▸ **EXERCISE OBJECTIVE**: For the string "پیروزی", search the entries below and copy every line where it appears.

____

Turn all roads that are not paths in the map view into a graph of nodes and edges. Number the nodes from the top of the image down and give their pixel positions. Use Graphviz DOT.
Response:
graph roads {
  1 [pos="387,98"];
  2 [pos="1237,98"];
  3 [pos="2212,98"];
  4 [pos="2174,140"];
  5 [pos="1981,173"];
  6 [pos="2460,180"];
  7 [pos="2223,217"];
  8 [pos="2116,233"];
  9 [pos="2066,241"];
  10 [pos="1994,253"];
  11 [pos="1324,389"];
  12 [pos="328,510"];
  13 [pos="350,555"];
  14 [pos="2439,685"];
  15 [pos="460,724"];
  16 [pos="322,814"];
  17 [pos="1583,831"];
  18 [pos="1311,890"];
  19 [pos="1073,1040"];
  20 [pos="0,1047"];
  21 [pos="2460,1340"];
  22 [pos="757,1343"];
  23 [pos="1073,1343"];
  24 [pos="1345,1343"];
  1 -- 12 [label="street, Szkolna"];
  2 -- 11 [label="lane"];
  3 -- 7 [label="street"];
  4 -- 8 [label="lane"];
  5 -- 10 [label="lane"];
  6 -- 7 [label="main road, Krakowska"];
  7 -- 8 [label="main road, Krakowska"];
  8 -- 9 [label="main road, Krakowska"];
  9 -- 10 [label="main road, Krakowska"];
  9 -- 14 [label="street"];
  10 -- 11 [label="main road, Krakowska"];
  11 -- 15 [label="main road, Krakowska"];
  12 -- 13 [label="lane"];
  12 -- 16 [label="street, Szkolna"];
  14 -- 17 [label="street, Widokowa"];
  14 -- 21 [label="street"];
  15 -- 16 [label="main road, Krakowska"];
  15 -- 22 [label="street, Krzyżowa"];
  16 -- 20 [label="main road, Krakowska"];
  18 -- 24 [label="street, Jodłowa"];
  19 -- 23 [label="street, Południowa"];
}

____

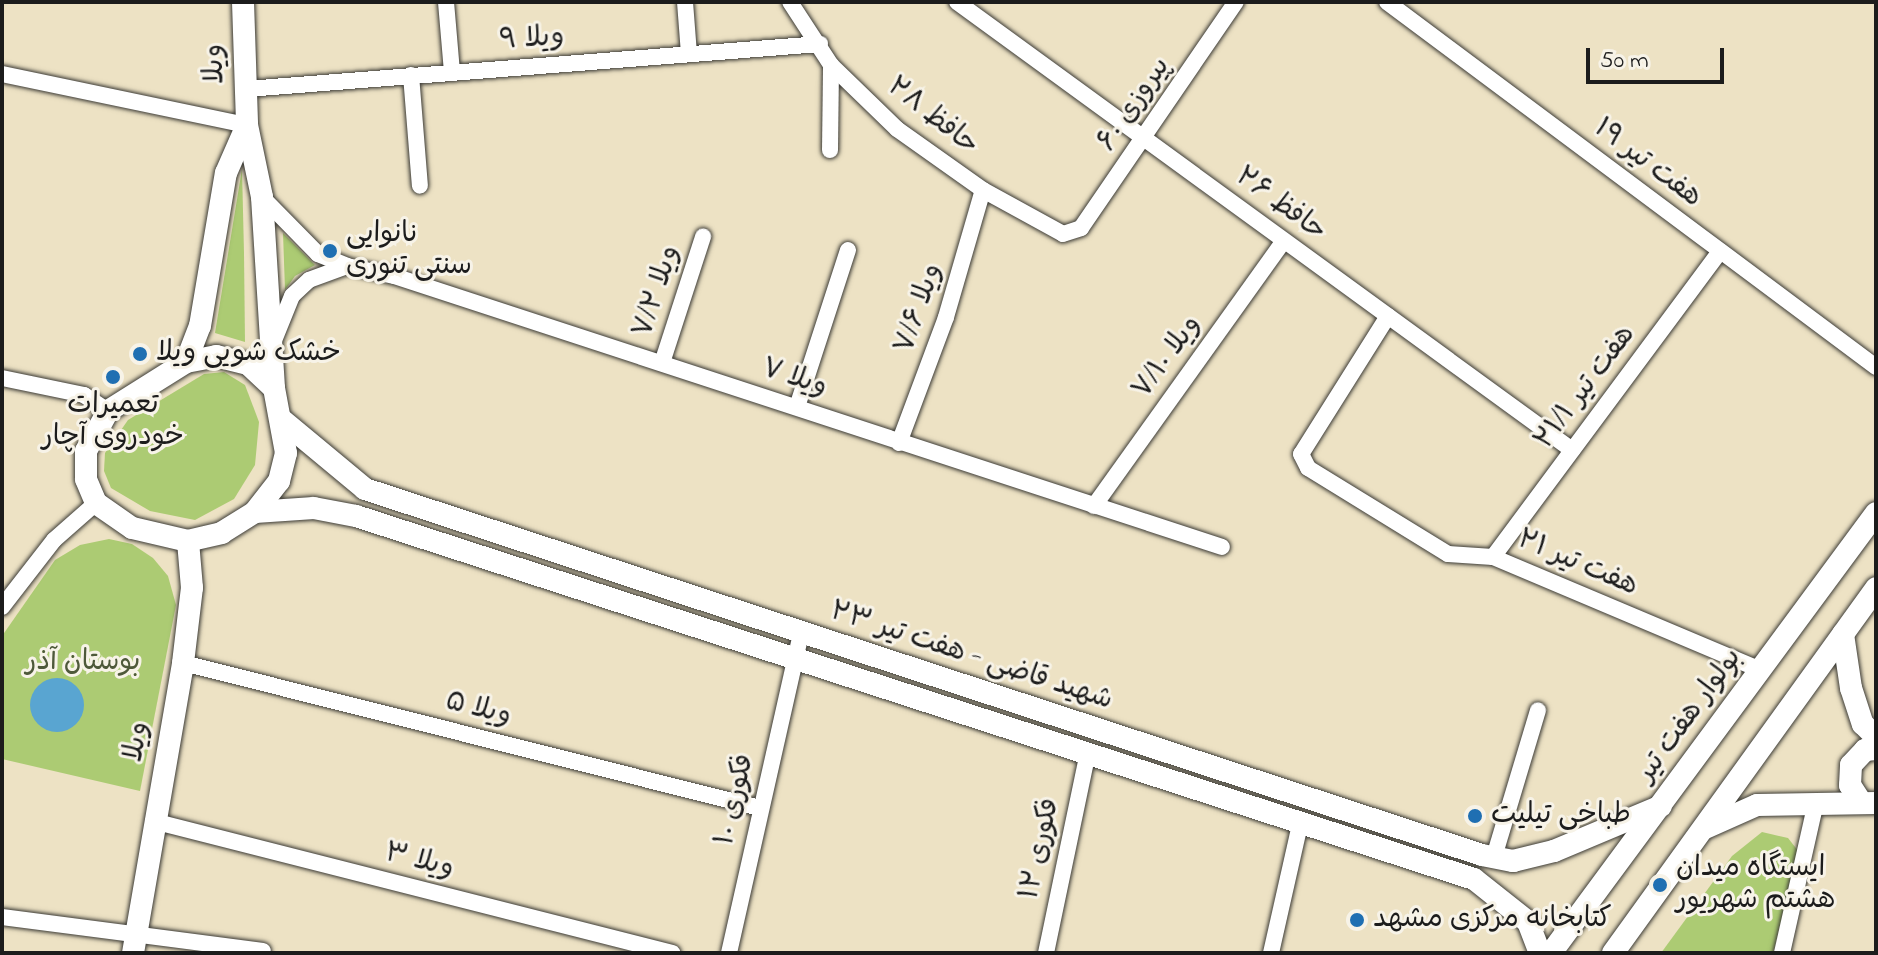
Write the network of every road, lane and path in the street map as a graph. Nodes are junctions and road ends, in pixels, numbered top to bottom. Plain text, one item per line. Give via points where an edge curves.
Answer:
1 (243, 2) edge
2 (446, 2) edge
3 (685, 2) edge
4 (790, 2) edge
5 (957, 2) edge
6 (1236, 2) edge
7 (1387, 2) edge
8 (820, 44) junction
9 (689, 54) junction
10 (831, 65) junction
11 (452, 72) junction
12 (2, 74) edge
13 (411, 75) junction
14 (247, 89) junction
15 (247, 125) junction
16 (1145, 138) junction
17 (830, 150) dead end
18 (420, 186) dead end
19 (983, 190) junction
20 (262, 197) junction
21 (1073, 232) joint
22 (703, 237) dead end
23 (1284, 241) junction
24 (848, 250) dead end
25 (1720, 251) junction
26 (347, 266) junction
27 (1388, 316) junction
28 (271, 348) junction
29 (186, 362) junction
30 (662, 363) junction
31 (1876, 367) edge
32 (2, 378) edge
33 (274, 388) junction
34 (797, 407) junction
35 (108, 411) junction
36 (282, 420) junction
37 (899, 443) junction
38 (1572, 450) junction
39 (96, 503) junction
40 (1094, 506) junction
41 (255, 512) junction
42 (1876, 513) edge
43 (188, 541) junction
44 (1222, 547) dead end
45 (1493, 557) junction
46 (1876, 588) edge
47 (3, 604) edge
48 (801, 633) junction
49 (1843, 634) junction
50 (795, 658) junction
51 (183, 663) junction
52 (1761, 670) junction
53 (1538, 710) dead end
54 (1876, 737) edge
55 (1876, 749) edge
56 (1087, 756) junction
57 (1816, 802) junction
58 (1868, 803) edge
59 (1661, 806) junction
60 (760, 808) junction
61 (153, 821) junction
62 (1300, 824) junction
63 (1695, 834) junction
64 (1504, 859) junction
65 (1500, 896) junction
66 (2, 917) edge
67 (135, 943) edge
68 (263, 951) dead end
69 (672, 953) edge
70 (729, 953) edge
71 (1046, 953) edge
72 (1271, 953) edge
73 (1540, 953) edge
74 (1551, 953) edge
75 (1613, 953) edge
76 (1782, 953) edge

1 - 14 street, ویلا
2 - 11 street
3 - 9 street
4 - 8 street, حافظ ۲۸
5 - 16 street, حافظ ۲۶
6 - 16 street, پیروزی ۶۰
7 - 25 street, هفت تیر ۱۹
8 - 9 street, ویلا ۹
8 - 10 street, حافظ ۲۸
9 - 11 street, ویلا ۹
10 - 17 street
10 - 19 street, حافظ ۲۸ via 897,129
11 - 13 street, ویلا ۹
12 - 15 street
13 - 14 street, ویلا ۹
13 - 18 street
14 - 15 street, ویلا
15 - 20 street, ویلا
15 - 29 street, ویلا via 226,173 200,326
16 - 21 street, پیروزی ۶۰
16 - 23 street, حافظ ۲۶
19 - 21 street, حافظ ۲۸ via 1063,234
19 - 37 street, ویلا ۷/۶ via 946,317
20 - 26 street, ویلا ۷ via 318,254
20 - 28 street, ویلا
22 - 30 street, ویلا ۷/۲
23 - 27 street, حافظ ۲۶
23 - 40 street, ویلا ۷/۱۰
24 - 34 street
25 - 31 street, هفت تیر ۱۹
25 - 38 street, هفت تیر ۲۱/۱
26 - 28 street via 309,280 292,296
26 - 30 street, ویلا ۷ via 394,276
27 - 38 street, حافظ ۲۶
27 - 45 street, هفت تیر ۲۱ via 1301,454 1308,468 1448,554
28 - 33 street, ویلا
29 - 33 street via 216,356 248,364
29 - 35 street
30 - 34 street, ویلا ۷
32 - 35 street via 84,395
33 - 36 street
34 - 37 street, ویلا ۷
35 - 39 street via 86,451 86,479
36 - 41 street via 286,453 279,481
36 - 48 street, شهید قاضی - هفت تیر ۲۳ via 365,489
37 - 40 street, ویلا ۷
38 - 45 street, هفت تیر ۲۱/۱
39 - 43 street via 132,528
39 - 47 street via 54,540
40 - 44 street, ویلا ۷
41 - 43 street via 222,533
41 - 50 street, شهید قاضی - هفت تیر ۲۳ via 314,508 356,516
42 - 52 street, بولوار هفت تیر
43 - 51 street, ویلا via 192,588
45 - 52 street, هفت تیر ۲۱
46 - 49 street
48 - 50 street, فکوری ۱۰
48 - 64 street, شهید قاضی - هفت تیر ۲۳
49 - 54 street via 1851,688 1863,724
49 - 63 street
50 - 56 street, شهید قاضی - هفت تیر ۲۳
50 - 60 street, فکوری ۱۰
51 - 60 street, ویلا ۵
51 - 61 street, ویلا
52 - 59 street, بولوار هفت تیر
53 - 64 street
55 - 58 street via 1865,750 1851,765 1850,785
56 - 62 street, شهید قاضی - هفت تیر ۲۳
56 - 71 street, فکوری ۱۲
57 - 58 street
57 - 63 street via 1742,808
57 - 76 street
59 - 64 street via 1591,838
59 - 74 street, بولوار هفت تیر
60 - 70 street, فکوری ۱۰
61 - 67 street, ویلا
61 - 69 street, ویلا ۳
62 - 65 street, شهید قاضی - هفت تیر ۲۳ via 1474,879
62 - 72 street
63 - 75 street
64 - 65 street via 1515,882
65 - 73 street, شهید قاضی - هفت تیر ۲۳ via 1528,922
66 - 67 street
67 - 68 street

____

▸ **WRITTEN REPLY**:
6 - 16 street, پیروزی ۶۰
16 - 21 street, پیروزی ۶۰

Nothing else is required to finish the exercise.